# Exercise
Reproduce the entries exactly.
⁂
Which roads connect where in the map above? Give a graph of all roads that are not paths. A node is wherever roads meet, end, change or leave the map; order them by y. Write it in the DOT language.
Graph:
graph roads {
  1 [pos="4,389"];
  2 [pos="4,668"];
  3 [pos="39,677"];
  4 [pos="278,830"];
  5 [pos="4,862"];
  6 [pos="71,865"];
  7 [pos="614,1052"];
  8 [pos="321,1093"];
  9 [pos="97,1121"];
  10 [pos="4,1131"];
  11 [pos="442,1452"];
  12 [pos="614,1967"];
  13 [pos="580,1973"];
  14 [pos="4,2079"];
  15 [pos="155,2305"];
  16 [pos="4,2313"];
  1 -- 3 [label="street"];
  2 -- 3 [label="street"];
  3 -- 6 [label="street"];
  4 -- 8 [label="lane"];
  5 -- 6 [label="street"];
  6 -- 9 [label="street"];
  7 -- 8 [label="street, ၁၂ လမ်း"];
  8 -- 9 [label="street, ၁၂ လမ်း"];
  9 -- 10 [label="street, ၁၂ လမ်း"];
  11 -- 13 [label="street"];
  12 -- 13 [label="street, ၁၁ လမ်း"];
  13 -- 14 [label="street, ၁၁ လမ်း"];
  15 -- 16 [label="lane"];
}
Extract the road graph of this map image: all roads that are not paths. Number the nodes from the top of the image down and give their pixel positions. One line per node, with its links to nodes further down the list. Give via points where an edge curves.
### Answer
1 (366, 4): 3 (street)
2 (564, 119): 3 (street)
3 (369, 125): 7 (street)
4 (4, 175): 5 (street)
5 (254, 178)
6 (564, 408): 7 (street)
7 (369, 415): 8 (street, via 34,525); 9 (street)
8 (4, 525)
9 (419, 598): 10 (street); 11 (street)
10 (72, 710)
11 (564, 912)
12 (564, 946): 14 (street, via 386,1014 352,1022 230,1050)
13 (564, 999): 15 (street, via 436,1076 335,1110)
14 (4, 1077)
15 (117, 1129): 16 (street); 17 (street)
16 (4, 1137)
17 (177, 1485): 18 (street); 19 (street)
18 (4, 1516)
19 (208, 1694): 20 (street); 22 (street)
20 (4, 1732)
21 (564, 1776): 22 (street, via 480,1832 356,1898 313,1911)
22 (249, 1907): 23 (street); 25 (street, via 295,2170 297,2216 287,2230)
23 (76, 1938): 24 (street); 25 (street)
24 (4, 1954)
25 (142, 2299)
⁂
# Solved exercise
Which roads connect where in the map above? Give a graph of all roads that are not paths. A node is wherever roads meet, end, change or leave the map; order them by y. Write it in the DOT language.
Graph:
graph roads {
  1 [pos="4,389"];
  2 [pos="4,668"];
  3 [pos="39,677"];
  4 [pos="278,830"];
  5 [pos="4,862"];
  6 [pos="71,865"];
  7 [pos="614,1052"];
  8 [pos="321,1093"];
  9 [pos="97,1121"];
  10 [pos="4,1131"];
  11 [pos="442,1452"];
  12 [pos="614,1967"];
  13 [pos="580,1973"];
  14 [pos="4,2079"];
  15 [pos="155,2305"];
  16 [pos="4,2313"];
  1 -- 3 [label="street"];
  2 -- 3 [label="street"];
  3 -- 6 [label="street"];
  4 -- 8 [label="lane"];
  5 -- 6 [label="street"];
  6 -- 9 [label="street"];
  7 -- 8 [label="street, ၁၂ လမ်း"];
  8 -- 9 [label="street, ၁၂ လမ်း"];
  9 -- 10 [label="street, ၁၂ လမ်း"];
  11 -- 13 [label="street"];
  12 -- 13 [label="street, ၁၁ လမ်း"];
  13 -- 14 [label="street, ၁၁ လမ်း"];
  15 -- 16 [label="lane"];
}
Extract the road graph of this map image: all roads that are not paths. Number the nodes from the top of the image down and give their pixel positions. One line per node, with its links to nodes further down the list. Give via points where an edge curves.
### Answer
1 (366, 4): 3 (street)
2 (564, 119): 3 (street)
3 (369, 125): 7 (street)
4 (4, 175): 5 (street)
5 (254, 178)
6 (564, 408): 7 (street)
7 (369, 415): 8 (street, via 34,525); 9 (street)
8 (4, 525)
9 (419, 598): 10 (street); 11 (street)
10 (72, 710)
11 (564, 912)
12 (564, 946): 14 (street, via 386,1014 352,1022 230,1050)
13 (564, 999): 15 (street, via 436,1076 335,1110)
14 (4, 1077)
15 (117, 1129): 16 (street); 17 (street)
16 (4, 1137)
17 (177, 1485): 18 (street); 19 (street)
18 (4, 1516)
19 (208, 1694): 20 (street); 22 (street)
20 (4, 1732)
21 (564, 1776): 22 (street, via 480,1832 356,1898 313,1911)
22 (249, 1907): 23 (street); 25 (street, via 295,2170 297,2216 287,2230)
23 (76, 1938): 24 (street); 25 (street)
24 (4, 1954)
25 (142, 2299)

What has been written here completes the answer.